Fortunately, there are resources out there today that make the process of starting a company much easier than it was even just five years ago. Today, there a multitude of online services that can help you create your very own company for nearly nothing. However, many new entrepreneurs don’t realize that starting a company is simply the first step in the marathon of launching and, perhaps, one day, exiting your business.

The next critical step that many founders and over-eager entrepreneurs miss is the step of sitting down and figuring out how you are going to work with your co-founder or founding team. 

While the agreements you draft will vary based on the type of entity you choose to create (that is the subject of a different post), the fundamentals of the initial “partnership” (the term is used generically here) agreement are relatively consistent. 
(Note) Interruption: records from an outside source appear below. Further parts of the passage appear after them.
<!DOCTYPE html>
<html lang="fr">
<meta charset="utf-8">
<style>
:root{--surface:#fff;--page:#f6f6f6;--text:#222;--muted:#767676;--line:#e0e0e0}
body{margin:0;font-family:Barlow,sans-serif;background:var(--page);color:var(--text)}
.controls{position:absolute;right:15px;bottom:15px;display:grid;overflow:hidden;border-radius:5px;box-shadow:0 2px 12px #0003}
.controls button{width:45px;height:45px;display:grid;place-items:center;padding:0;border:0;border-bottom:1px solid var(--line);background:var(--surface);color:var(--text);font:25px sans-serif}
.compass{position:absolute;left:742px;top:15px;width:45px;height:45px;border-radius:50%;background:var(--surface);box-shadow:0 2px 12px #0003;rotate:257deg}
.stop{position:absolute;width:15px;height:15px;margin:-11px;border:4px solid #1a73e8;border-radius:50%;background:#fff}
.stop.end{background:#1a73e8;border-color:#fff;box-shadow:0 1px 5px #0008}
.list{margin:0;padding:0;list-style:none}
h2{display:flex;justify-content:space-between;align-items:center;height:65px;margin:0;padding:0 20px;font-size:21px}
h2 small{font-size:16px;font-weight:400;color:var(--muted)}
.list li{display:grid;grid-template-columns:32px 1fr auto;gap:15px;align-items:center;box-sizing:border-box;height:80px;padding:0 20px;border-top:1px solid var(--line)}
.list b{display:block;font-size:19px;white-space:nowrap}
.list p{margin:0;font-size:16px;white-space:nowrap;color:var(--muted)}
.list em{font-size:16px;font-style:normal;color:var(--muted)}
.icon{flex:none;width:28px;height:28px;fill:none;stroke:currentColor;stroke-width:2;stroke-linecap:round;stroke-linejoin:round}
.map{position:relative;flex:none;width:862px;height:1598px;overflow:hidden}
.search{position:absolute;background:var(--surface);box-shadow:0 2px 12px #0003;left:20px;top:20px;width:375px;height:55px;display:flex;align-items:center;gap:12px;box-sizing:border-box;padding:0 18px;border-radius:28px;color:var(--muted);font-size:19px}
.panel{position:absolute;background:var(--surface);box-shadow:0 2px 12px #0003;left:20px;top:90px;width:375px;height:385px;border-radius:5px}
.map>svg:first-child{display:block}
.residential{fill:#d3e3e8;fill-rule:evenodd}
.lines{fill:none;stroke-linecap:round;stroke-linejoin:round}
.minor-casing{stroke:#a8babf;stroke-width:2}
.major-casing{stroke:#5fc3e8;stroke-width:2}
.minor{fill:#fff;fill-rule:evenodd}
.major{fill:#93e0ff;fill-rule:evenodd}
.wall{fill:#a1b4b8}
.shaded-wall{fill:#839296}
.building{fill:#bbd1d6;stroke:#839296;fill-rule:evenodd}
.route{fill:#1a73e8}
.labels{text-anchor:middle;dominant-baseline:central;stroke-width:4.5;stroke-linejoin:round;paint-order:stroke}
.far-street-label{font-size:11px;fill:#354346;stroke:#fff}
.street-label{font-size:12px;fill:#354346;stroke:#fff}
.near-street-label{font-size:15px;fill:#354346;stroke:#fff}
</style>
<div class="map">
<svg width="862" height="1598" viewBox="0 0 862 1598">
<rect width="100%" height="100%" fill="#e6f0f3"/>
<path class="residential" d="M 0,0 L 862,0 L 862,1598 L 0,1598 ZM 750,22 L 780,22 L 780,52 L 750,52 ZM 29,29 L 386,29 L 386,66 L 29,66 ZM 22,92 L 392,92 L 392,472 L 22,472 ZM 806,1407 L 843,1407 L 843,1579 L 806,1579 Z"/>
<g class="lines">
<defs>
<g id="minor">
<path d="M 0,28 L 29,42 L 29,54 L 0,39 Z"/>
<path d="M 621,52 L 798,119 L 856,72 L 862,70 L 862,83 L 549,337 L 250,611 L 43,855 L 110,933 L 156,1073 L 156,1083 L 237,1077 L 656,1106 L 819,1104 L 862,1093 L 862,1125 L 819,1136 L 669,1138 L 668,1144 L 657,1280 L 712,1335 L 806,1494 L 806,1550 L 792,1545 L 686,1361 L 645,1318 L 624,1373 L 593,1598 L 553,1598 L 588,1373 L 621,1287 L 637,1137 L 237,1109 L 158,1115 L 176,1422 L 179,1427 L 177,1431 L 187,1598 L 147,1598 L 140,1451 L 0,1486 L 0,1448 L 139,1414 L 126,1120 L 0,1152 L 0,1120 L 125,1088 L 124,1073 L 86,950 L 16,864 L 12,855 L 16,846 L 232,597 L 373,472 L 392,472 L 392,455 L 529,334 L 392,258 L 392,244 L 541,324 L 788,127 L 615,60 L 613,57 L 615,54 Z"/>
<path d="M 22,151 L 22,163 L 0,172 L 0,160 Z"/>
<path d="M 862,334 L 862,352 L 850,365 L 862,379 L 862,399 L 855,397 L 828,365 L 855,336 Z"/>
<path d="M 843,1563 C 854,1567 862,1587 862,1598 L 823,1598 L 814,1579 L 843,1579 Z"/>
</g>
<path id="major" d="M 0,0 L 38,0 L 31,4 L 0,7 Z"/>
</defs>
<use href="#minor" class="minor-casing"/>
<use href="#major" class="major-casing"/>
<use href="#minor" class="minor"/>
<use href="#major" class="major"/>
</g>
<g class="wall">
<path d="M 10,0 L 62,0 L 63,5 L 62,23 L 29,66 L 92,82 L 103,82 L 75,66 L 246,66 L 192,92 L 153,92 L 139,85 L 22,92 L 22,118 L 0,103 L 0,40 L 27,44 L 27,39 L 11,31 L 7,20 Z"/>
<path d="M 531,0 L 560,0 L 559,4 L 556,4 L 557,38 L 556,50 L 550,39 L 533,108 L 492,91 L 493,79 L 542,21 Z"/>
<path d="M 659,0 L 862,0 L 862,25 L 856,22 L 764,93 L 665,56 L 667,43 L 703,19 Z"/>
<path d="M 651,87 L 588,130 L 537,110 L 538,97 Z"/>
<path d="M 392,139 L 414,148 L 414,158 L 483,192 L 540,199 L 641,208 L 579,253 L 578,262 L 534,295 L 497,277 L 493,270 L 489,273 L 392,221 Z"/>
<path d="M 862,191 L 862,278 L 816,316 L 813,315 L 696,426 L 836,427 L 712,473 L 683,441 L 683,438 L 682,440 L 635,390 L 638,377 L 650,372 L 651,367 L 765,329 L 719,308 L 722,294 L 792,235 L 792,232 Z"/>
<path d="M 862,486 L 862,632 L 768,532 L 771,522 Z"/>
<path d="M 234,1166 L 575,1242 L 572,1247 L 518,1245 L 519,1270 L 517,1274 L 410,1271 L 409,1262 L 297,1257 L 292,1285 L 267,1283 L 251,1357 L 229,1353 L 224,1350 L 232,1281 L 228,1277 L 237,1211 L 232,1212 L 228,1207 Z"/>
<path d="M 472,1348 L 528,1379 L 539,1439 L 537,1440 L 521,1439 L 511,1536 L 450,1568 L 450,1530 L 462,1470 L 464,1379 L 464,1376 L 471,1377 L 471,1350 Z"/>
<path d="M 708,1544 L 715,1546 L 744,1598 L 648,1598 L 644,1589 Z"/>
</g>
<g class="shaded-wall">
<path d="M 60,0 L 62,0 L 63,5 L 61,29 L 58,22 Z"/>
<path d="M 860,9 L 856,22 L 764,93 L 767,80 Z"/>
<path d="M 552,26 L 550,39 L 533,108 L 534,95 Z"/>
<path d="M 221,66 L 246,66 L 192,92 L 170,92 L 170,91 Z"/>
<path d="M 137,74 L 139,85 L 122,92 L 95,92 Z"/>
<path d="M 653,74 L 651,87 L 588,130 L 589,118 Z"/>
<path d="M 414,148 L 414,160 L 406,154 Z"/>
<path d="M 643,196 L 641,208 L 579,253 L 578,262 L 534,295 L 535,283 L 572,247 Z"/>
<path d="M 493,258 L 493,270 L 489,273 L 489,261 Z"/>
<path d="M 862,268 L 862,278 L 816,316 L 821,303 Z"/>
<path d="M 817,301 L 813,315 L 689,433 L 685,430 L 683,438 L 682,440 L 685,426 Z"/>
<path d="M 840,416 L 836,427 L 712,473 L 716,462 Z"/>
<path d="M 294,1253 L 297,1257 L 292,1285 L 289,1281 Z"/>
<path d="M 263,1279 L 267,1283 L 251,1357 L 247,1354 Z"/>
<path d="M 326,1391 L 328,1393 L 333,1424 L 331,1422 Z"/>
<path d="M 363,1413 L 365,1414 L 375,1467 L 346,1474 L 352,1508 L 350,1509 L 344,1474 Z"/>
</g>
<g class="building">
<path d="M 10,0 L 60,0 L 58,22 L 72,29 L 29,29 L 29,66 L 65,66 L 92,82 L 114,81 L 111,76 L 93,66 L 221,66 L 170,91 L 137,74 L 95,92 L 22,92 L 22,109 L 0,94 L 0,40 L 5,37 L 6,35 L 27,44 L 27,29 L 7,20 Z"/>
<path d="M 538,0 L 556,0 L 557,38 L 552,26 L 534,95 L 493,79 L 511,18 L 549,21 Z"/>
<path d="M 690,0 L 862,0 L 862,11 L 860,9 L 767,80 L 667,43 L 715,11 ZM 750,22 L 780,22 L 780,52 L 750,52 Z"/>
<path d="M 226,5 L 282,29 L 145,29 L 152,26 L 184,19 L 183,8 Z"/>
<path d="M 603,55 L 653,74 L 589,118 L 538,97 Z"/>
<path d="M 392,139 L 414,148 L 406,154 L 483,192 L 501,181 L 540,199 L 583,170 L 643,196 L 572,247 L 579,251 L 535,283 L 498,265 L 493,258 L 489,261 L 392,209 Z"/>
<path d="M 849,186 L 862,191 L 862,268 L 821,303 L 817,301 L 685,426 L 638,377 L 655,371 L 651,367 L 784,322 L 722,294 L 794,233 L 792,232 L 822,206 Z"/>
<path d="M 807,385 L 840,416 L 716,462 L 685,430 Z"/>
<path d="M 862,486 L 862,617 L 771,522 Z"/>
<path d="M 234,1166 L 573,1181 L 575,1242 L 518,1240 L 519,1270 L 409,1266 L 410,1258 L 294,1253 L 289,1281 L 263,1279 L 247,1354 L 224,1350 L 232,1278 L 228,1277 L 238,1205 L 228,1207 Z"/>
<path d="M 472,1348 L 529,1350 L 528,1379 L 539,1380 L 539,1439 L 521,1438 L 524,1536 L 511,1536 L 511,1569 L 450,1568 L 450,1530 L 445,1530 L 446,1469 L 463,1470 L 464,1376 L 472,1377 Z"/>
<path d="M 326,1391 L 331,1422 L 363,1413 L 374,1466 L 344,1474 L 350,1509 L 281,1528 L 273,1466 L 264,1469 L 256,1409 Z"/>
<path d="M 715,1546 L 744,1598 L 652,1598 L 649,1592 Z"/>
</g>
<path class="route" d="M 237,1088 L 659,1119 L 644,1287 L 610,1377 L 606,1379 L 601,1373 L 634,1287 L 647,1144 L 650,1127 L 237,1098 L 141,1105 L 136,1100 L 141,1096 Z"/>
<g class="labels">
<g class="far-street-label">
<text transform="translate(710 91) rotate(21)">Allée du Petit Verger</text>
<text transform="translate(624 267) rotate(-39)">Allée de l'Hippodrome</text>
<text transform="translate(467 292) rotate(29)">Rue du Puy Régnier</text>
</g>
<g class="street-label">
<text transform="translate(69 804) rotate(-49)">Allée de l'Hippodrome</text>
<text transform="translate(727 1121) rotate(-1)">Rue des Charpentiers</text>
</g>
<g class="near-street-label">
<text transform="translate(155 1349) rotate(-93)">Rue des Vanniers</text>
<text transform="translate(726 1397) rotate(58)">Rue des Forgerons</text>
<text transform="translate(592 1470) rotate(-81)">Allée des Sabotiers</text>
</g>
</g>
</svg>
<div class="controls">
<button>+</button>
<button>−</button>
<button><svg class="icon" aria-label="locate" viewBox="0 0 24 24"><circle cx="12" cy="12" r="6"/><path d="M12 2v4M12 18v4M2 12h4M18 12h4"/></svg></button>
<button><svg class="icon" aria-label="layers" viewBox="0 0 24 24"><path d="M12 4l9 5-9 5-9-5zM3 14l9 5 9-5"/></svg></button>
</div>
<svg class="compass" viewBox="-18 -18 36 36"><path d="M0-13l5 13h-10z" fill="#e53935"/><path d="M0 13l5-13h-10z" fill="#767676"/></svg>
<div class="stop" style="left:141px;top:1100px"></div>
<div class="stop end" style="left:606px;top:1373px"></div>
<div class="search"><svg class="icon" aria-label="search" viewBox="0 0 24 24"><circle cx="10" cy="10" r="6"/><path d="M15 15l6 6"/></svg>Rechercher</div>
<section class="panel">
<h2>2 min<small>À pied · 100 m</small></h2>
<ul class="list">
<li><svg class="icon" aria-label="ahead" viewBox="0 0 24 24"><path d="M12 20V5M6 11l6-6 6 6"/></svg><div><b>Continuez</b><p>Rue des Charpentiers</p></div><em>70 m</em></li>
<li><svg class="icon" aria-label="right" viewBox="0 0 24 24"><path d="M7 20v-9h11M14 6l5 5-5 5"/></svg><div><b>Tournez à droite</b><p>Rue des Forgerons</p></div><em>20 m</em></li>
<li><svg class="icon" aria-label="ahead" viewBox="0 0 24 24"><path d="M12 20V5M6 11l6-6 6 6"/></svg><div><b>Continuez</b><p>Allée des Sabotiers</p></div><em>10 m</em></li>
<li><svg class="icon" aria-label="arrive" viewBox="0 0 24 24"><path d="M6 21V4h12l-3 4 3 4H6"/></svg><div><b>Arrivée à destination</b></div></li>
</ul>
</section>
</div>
Limited Liability Companies


One of the most common entities created today is the limited liability company or LLC. It is often used because it is considered simple to set up, provides limited liability protection, and is not subject to double-taxation like corporations. However, jumping into an LLC is not always the best option. The decision to start an LLC should be carefully weighed against your overall objectives with the company, such as whether you want to issue equity to employees or investors, whether you are going for institutional financing, and if you’re going to take your company public. 
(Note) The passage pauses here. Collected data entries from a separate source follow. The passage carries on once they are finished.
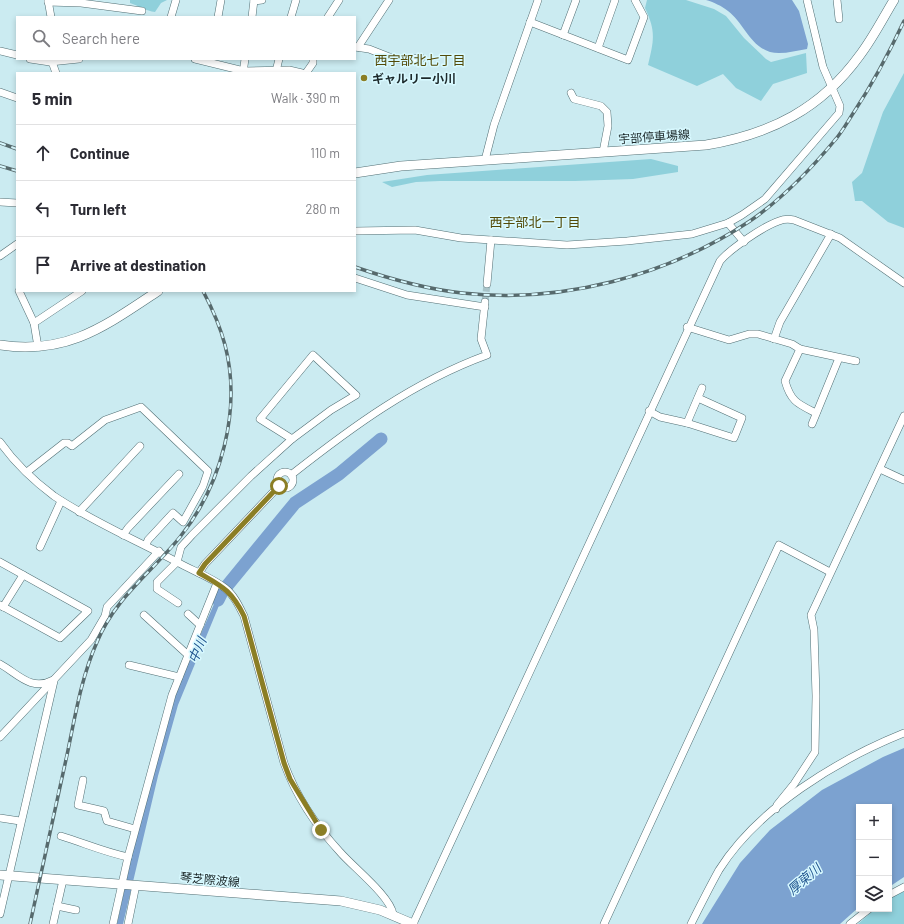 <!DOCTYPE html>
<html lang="en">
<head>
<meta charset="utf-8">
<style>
  :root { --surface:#fff; --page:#f7f7f7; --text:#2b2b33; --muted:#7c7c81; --line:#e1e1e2 }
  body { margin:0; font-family:Barlow,"Noto Sans JP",sans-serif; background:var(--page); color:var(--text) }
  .controls { position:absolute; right:12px; bottom:12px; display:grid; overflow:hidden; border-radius:0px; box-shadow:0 2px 6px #0003 }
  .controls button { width:36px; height:36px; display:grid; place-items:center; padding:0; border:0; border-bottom:1px solid var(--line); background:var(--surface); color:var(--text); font:20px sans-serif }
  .stop { position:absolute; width:12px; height:12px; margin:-9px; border:3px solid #8b7e25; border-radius:50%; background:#fff }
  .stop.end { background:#8b7e25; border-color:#fff; box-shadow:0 1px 4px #0008 }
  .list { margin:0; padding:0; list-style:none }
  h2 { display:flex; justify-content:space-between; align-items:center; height:52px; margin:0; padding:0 16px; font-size:17px }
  h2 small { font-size:13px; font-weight:400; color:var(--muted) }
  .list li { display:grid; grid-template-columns:26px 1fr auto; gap:12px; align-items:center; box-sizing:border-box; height:56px; padding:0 16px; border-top:1px solid var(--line) }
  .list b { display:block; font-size:15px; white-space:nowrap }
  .list em { font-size:13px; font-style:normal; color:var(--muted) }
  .icon { flex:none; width:22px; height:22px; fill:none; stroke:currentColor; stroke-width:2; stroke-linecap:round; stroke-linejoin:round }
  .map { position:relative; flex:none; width:904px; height:924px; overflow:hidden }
  .search { position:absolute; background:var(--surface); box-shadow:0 2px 6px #0003; left:16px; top:16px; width:340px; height:44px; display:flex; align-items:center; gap:10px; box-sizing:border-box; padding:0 14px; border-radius:0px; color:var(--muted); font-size:15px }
  .panel { position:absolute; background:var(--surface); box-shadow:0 2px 6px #0003; left:16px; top:72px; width:340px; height:220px; border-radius:0px }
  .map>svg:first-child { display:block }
  .green { fill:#8fd0db }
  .water { fill:#7ca2d0 }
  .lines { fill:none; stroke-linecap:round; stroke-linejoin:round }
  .river { stroke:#7ca2d0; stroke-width:13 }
  .minor-tunnel { stroke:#a8c4c9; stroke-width:7; stroke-dasharray:7 3.5; stroke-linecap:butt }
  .minor-casing { stroke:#526f74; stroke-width:8 }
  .major-casing { stroke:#526f74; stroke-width:10 }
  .minor { stroke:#fff; stroke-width:7 }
  .major { stroke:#fff; stroke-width:9 }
  .rail-casing { stroke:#576a6d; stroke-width:3.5 }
  .rail { stroke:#d8f9ff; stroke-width:2; stroke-dasharray:6; stroke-linecap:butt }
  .route { stroke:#8b7e25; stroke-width:5 }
  .poi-dot { fill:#8b7e25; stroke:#d8f9ff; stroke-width:1.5 }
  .labels { text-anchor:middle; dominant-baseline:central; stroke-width:3; stroke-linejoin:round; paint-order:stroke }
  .poi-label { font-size:12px; font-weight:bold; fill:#1c282a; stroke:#d8f9ff; text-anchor:start }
  .street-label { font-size:12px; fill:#1c282a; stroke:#d8f9ff }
  .neighbourhood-label { font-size:13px; fill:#534a08; stroke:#d8f9ff }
  .water-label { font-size:13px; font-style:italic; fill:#225690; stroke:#d8f9ff }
</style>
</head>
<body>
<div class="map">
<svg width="904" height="924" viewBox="0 0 904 924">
  <rect width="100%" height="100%" fill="#cbebf1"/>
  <g class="green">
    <path d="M130 0H167L161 3 155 12C146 11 139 6 130 3Z"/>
    <path d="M647 0H686L714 9 726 16 744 38 766 59 771 62 806 53 807 73 773 84 761 101 736 88 723 74 697 86 648 65C654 40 656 31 645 8Z"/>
    <path d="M904 73V228L888 222 862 201H855L852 182 862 173 883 112Z"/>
    <path d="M651 159 678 166V172L633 179 575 181H440L416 182 392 187 382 182 427 175Z"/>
    <path d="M904 887V924H858L875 909H889V897Z"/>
  </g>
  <g class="water">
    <path d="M706 0H792L799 11 808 44 807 49C795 51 781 55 770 52 750 46 743 22 728 11 722 6 713 2 706 0Z"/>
    <path d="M220 590 225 591 178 705 158 776 123 924H117C133 849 150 772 174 699 187 662 205 626 220 590Z"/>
    <path d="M904 748V877L889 887V807H859V907L840 924H702L740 863 770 830 822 790 883 757Z"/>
  </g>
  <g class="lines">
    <path class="river" d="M218 600 222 592 295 503 339 474 381 439"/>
    <path class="minor-tunnel" d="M485 302 487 284"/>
    <defs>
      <g id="minor">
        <path d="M48 0 51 17"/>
        <path d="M837 0 839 19"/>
        <path d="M254 1 262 0"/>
        <path d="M48 2 81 3 142 11"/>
        <path d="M171 17 176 0"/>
        <path d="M218 17 221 0"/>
        <path d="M252 17 254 0"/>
        <path d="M291 17 296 0"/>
        <path d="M328 17 339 0"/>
        <path d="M530 22 628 60 644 17 635 0"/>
        <path d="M563 35 576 0"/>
        <path d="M355 47 369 49 397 60 421 58"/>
        <path d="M358 47 389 0"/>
        <path d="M598 48 615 0"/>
        <path d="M0 51 17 55"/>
        <path d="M30 59 50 62 79 59"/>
        <path d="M51 59 56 73"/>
        <path d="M195 59 244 71 289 70 302 73"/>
        <path d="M276 71 279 59"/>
        <path d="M243 73 245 59"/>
        <path d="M306 73 313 63V59"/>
        <path d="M0 92 17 98"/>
        <path d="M571 93 574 99 601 106 607 112 608 126 603 152"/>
        <path d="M485 160 494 125 538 0"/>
        <path d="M0 202 17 203"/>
        <path d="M728 223 744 242"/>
        <path d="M355 231 415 230 461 238 567 245 627 241 692 234 728 223 742 215 765 199 839 113 840 106 823 67 807 0"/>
        <path d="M0 256 17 244"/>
        <path d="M355 278 407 295 485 307"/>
        <path d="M487 284 491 240"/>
        <path d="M19 291 34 323 38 347"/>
        <path d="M34 323 82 291"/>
        <path d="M687 327 729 340 749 334H758L792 344 800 349 856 361"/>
        <path d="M774 339 780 322 831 234"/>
        <path d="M800 349 785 381C791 402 798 404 816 413"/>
        <path d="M313 355 356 395 331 410 292 439 260 419Z"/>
        <path d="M649 411 660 417 687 423 734 438 742 418 698 398"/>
        <path d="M687 423 702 388"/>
        <path d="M812 424 839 358"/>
        <path d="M0 442C14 462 34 481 54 496 93 522 136 540 177 562 193 571 211 577 225 588 234 595 239 606 244 616L284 763C296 796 316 826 340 852 354 868 390 896 393 914"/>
        <path d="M880 469 904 480"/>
        <path d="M27 472 64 443H68L72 446 105 420 141 407 208 471 203 486 183 522 173 513 148 540 146 545"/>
        <circle cx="285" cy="480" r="8"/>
        <path d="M291 475C352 427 413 382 487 355L481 339 485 302"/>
        <path d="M79 512 140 446"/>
        <path d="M123 535 128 528 179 474"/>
        <path d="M40 547 61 501"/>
        <path d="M0 562 88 611 60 638 0 605"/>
        <path d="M199 573 205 564 279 486"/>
        <path d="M178 603 157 589V582L177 562 181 547 192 535 251 476 292 439"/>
        <path d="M3 607 23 575"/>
        <path d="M188 614 200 625"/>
        <path d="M144 615 188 655"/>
        <path d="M0 664C17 673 31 692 53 680"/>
        <path d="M129 665 179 677"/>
        <path d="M0 737 91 640 105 616 107 607 159 551"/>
        <path d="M83 780 78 805 104 811 107 821 135 829"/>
        <path d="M776 809 777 805 794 784 815 752 816 696 814 630 811 615 904 416"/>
        <path d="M0 818 20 821"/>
        <path d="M61 836C84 843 104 852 128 857"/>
        <path d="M889 895 904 887"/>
        <path d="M57 906 76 910"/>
        <path d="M0 914 54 681"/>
        <path d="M53 924 63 880"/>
        <path d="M113 924 128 857 172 695 217 583"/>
        <path d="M128 924 136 885"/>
        <path d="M413 924 720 261C730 249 764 226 779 221 784 219 789 219 794 220L840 238 904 283"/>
        <path d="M604 924 779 545 830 572"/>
        <path d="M691 924C700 906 709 888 719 870 758 808 837 760 904 733"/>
        <path d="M850 924 869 909"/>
      </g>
      <g id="major">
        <path d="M355 173 401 166 706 145C771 134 821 109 860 55 873 38 883 18 894 0"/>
        <path d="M0 345C68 355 105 326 158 291"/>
        <path d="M0 875 341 901 380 910 413 924"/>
      </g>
    </defs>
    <use href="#minor" class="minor-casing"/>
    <use href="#major" class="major-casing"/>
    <use href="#minor" class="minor"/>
    <use href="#major" class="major"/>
    <defs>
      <g id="rail">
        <path d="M0 143 17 149"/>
        <path d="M0 166 17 171"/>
        <path d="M355 267C390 279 426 289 462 293 561 304 667 276 750 221 782 199 811 169 835 140 842 132 848 121 854 112 873 83 889 53 904 21"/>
        <path d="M30 924C42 868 54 812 67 755 75 717 81 678 97 642 115 598 151 573 180 537 221 486 242 410 225 345 220 326 212 308 203 291"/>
      </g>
    </defs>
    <use href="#rail" class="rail-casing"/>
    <use href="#rail" class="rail"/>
  </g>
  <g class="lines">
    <path class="route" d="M279 486 205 564 199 573C223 587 231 590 244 616L284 763 290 779 321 830"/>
  </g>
  <circle class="poi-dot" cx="364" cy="78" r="4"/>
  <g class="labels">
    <g class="poi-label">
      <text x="372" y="78">ギャルリー小川</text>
    </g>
    <g class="street-label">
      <text transform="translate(654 136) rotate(-4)">宇部停車場線</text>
      <text transform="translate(210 879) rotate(5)">琴芝際波線</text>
    </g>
    <g class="neighbourhood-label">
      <text x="420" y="60">西宇部北七丁目</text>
      <text x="535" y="222">西宇部北一丁目</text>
    </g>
    <g class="water-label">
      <text transform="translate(197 650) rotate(-67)">中川</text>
      <text transform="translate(804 879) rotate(-41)">厚東川</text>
    </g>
  </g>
</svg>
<div class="controls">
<button>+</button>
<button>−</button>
<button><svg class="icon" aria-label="layers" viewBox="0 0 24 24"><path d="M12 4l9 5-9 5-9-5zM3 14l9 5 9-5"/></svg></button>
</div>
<div class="stop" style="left:279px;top:486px"></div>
<div class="stop end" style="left:321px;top:830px"></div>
<div class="search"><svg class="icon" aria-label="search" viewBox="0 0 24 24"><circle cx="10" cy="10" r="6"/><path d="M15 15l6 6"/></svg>Search here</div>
<section class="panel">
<h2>5 min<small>Walk · 390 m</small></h2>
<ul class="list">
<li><svg class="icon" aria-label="ahead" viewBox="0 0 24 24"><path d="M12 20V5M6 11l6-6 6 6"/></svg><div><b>Continue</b></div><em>110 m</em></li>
<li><svg class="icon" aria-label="left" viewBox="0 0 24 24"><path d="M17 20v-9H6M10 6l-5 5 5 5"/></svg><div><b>Turn left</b></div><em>280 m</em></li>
<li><svg class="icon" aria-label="arrive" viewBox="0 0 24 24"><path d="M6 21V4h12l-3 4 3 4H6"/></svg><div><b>Arrive at destination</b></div></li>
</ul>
</section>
</div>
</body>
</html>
If you are confident that the LLC is the right entity choice for you, it is crucial you and your partners (or soon to be members), spend the necessary time and consideration in thinking about your Operating Agreement and a Buy-Sell Agreement. By considering the following 12 questions, you will be way ahead of the majority of entrepreneurs who often put the cart before the horse and end up paying 10x to clean up what a properly drafted LLC governance documents would have cost them from the beginning. 

The 12 Essential Question


  1. Will the LLC be member-managed or manager-managed?
  2. How will you split up the membership interests?
  3. How is the company going to be financed?
  4. Will you split capital interests and profit interests the same way?
  5. In what state will the LLC be organized? (Be wary of Nevada and Wyoming just because you heard they are better for taxes.)
  6. How will new members be admitted?
  7. Can the members be part of other LLCs that may compete in some way?
  8. Can a member be expelled?
  9. Who will manage the LLC?
  10. Can LLC interests be sold to third parties?
  11. What if there is a deadlock in voting? 
  12. Is there a clear plan of how a member’s interest will be repurchased if they leave the LLC?

The above questions are not easy to answer. However, we have considerable experience with helping our clients navigate some of these challenging questions. And with the right insight and reliable communication between the members, you can come to practical answers to these hard questions, giving you the peace of mind and confidence that you are setting up your venture for success.